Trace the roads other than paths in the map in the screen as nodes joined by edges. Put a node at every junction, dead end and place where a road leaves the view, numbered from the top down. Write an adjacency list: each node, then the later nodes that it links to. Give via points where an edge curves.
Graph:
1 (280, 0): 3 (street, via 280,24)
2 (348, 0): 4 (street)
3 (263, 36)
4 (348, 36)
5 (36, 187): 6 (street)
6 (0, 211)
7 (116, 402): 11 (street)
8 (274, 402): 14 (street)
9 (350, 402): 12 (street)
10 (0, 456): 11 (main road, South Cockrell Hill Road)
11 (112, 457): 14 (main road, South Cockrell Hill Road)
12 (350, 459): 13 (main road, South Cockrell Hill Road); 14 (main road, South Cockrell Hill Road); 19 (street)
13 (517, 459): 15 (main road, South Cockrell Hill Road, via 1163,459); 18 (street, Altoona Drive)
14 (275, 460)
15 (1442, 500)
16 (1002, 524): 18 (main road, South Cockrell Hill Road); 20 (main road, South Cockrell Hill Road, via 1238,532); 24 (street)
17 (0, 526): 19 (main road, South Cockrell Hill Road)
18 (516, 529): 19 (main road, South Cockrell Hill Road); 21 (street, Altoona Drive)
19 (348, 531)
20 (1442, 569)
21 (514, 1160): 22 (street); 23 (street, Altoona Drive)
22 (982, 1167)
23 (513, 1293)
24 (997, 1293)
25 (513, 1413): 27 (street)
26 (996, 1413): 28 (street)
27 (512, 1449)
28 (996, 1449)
==
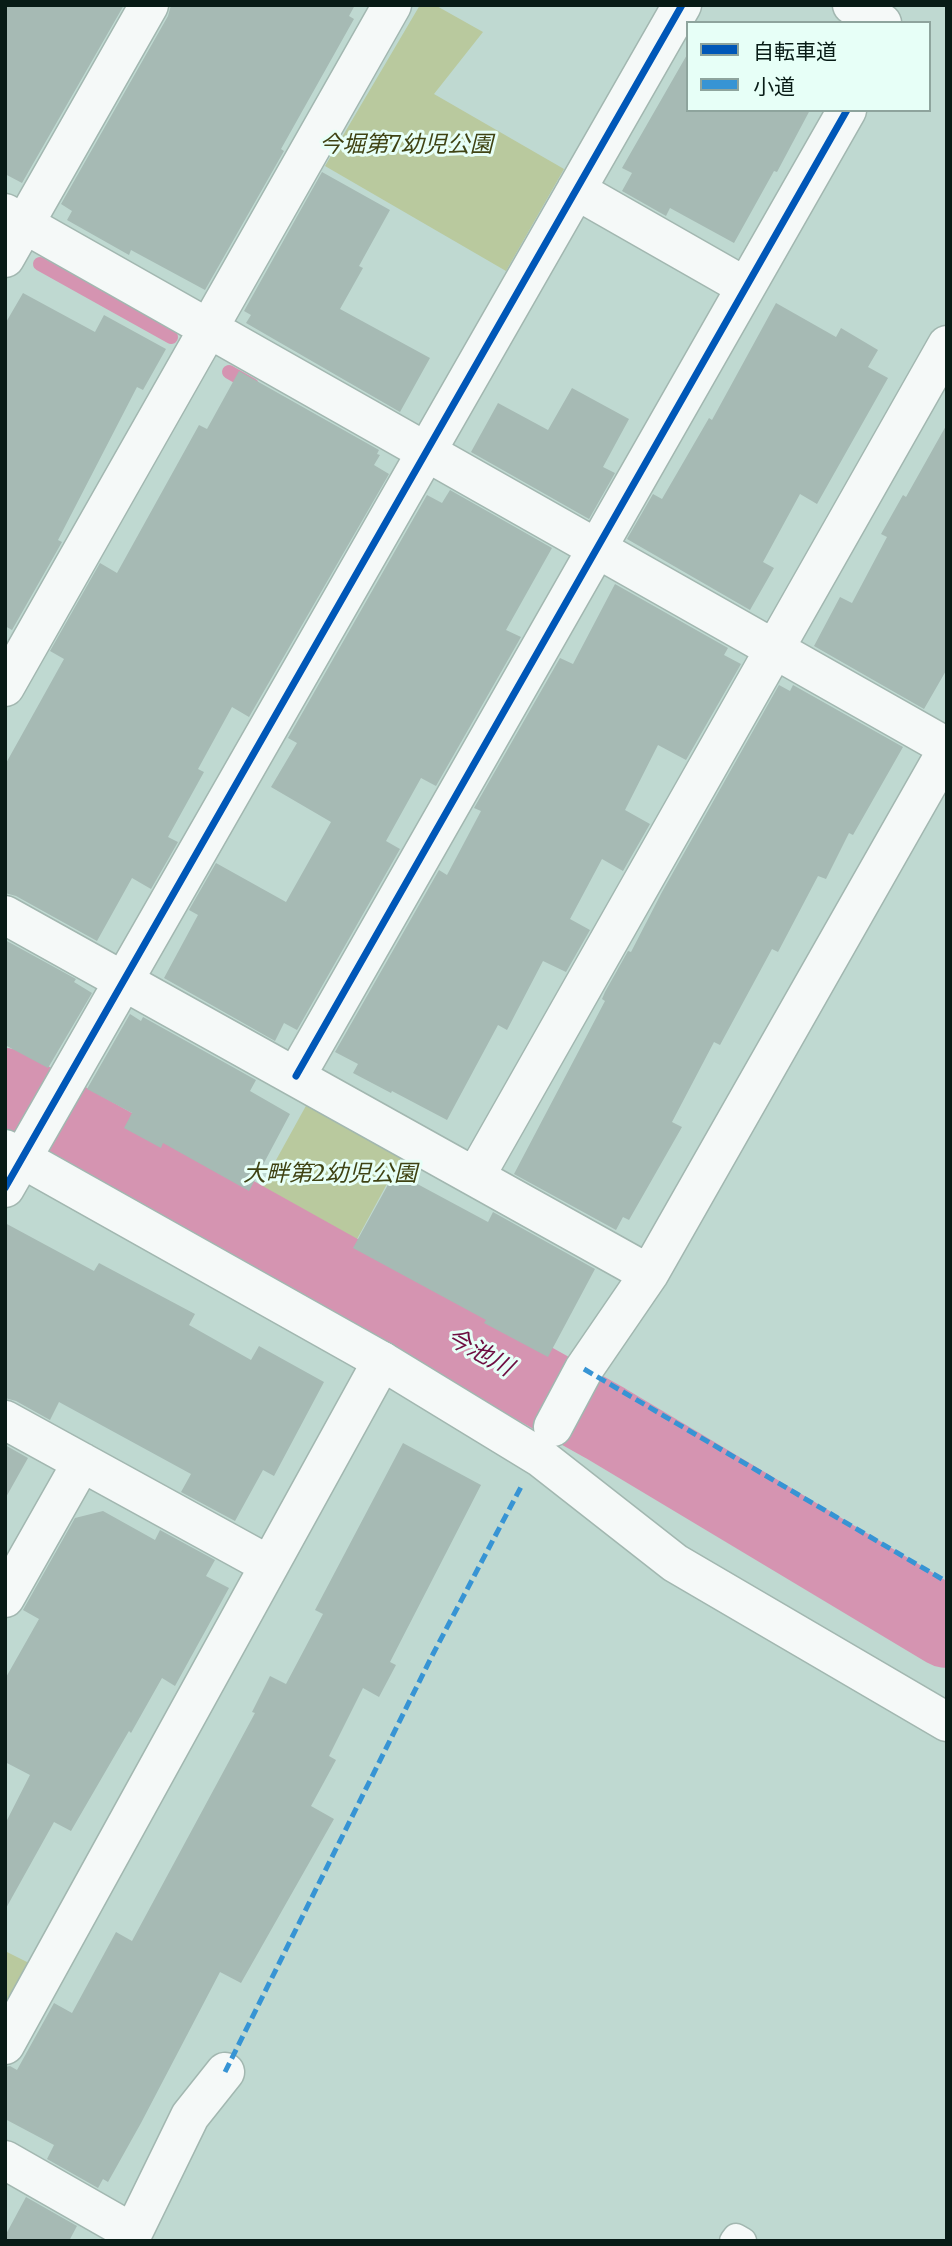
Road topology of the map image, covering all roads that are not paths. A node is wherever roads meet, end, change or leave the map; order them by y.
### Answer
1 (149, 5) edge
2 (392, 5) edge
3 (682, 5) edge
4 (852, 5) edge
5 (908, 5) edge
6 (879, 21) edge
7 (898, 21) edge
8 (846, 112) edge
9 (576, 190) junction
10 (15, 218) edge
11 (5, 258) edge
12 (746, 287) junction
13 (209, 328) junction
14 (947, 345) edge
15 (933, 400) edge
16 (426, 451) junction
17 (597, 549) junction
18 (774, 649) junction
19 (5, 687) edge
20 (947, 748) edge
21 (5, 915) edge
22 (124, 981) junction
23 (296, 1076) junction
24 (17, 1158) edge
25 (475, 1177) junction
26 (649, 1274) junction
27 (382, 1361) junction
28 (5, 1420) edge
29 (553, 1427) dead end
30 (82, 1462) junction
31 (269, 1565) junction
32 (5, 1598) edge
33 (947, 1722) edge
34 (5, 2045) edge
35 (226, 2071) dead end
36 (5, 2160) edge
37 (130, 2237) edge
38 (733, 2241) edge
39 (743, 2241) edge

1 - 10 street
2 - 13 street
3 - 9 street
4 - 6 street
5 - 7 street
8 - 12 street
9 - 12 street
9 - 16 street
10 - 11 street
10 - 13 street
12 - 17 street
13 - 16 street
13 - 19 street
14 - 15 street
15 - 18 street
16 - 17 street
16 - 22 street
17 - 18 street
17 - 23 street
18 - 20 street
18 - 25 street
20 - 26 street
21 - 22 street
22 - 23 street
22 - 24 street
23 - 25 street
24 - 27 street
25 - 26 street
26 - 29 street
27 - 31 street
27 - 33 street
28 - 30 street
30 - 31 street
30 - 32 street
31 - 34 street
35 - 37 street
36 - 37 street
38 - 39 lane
--
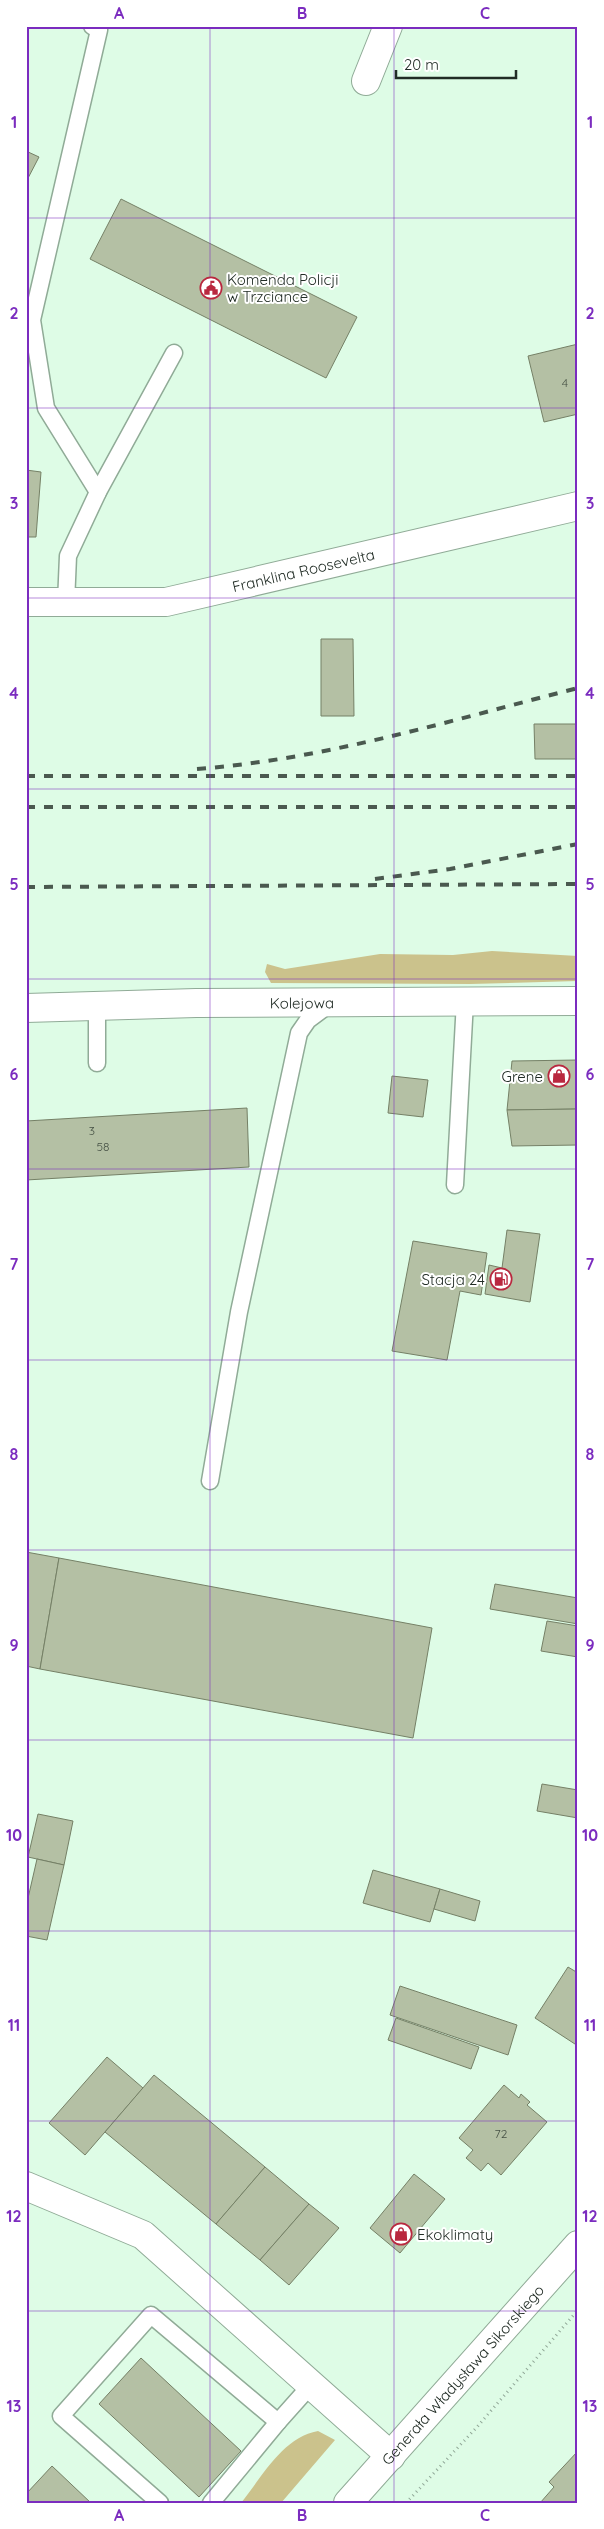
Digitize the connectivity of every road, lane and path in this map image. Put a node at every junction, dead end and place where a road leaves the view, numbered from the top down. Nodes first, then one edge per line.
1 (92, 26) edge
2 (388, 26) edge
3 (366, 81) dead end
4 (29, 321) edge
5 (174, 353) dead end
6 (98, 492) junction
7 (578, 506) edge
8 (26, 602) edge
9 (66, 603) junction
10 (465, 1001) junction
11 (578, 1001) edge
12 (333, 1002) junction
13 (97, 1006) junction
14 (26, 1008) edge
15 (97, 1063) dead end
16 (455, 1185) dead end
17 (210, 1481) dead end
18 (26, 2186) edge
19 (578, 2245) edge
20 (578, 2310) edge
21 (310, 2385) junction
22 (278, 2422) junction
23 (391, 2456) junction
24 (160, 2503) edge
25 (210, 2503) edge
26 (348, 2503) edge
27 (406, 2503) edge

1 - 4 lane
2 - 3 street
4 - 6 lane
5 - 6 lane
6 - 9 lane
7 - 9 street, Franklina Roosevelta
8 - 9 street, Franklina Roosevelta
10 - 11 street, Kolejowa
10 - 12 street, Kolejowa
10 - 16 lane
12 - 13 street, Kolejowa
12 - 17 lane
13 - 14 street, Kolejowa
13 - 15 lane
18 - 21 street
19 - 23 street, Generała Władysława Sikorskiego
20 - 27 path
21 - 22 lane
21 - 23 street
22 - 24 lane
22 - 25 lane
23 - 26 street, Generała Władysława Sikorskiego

What the task requires
Show all lines in the entries above where the word "that" appears.

Answer to this problem
Trace the roads other than paths in the map in the screen as nodes joined by edges. Put a node at every junction, dead end and place where a road leaves the view, numbered from the top down. Write an adjacency list: each node, then the later nodes that it links to. Give via points where an edge curves.
Road topology of the map image, covering all roads that are not paths. A node is wherever roads meet, end, change or leave the map; order them by y.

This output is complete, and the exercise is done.